Available records Block Start

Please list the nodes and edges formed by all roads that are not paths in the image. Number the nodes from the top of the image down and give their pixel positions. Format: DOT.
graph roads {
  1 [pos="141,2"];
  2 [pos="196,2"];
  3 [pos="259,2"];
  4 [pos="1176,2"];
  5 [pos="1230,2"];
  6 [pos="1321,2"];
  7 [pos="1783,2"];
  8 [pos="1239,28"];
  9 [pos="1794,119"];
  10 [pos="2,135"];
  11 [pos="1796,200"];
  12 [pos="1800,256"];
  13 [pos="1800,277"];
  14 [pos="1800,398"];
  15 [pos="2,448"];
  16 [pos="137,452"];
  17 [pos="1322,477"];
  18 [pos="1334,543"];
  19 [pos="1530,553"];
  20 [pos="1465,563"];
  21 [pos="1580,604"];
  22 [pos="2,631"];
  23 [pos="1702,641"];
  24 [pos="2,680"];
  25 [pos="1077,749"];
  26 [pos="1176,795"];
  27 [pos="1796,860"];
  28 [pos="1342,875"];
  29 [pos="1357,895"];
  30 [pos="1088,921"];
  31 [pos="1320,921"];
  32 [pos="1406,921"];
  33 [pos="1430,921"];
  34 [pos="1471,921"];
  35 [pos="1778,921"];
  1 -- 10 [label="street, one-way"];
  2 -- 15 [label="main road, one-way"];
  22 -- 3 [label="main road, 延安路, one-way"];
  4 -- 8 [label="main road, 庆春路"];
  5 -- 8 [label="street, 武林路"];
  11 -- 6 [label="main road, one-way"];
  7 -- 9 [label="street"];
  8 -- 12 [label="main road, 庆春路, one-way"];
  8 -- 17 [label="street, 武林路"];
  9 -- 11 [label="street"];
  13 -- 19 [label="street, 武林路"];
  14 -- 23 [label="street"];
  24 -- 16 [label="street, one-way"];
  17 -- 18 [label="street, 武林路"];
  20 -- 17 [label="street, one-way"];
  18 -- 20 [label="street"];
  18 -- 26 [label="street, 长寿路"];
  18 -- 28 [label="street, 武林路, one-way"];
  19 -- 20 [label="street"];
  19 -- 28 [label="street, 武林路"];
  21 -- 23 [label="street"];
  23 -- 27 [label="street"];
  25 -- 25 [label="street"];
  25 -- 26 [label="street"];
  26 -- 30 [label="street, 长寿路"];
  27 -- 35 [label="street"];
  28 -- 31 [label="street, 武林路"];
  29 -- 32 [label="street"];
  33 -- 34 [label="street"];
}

Available records Block End

*Description of the task*. Answer with a single number: the count of lines in the records that contain "main".

*Reply to the task*. 5